Alle 10.10 in punto però è scoppiata la gioia, assordante, emozionante, tamburi, cimbali, coriandoli, abbracci, baci. Un bacio bellissimo, un lui e una lei in pantaloncini corti che, davanti a tutti, hanno dischiuso le labbra, congiunto le lingue, bacio olimpico, quindi accolto da applausi in un paese ancora tanto puritano. «Un bacio proprio come nei film americani», ha mormorato una dodicenne seduta accanto a me accompagnata dalla madre la quale ha sorriso, donnina dimessa, chissà se sessualmente mai appagata, comunque visibilmente contenta di vivere in un paese dove, ormai, ci si può baciare così, in pubblico, il che vuol dire che siamo maturi, siamo grandi, siamo come tutti gli altr i. Finalmente!

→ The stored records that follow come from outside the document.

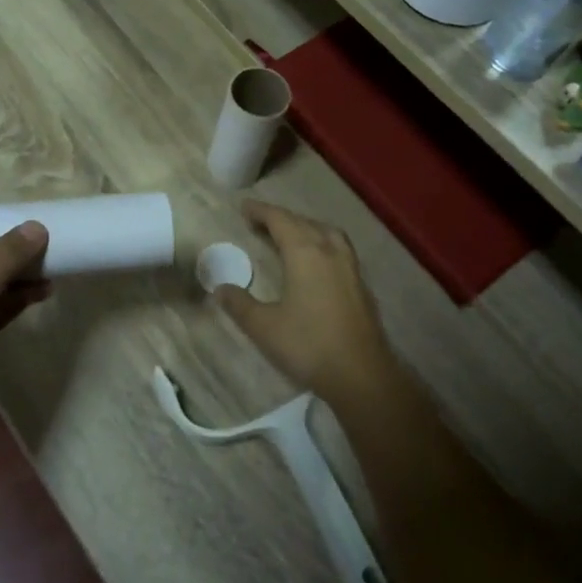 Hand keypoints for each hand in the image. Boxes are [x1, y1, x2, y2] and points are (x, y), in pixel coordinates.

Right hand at [213, 200, 393, 404]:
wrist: (362, 375)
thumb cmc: (308, 346)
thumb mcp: (264, 327)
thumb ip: (239, 305)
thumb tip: (220, 289)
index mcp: (305, 253)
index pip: (280, 220)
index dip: (261, 211)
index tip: (244, 208)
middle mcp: (330, 251)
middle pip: (303, 223)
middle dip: (280, 218)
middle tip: (259, 222)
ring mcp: (350, 267)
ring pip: (326, 233)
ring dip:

Alle 10.10 è scoppiata la gioia, ma prima, che batticuore, che tensione... Fuori dal locale una bellona truccatissima, era appiccicata alla vetrina e aspettava, gli occhi gonfi come se avesse pianto o stesse per farlo. Un mutilato, a giudicare dall'età di certo di lavoro, non di guerra, agitava il suo unico braccio, il sinistro, implorando che si facesse silenzio. Tremava tutto, come uno sciamano in trance. Quattro ragazzi vestiti di nero con i pattini ai piedi, sono entrati rumorosamente nel McDonald's alle 10 meno 20, ultimi clienti ammessi. Gli ho offerto le mie patatine, felici hanno detto: «Sei italiana? Forza Roma!». Mi avessero detto «Forza Italia!» li avrei snobbati un po', anche se loro non credo possano sapere. Comunque gli ho risposto: «Forza Pechino!», che non è come dire «Forza Cina!». È una speranza, una scommessa globale in questa città devastata dal «nuovo» che promette di fare di tutto per diventare vivibile in tutti i sensi da qui al 2008. E per tornare in albergo ci ho messo tre ore, perché tutti, in corteo, si dirigevano a Tienanmen, la Porta della Pace Celeste. La Porta della Pace Olimpica?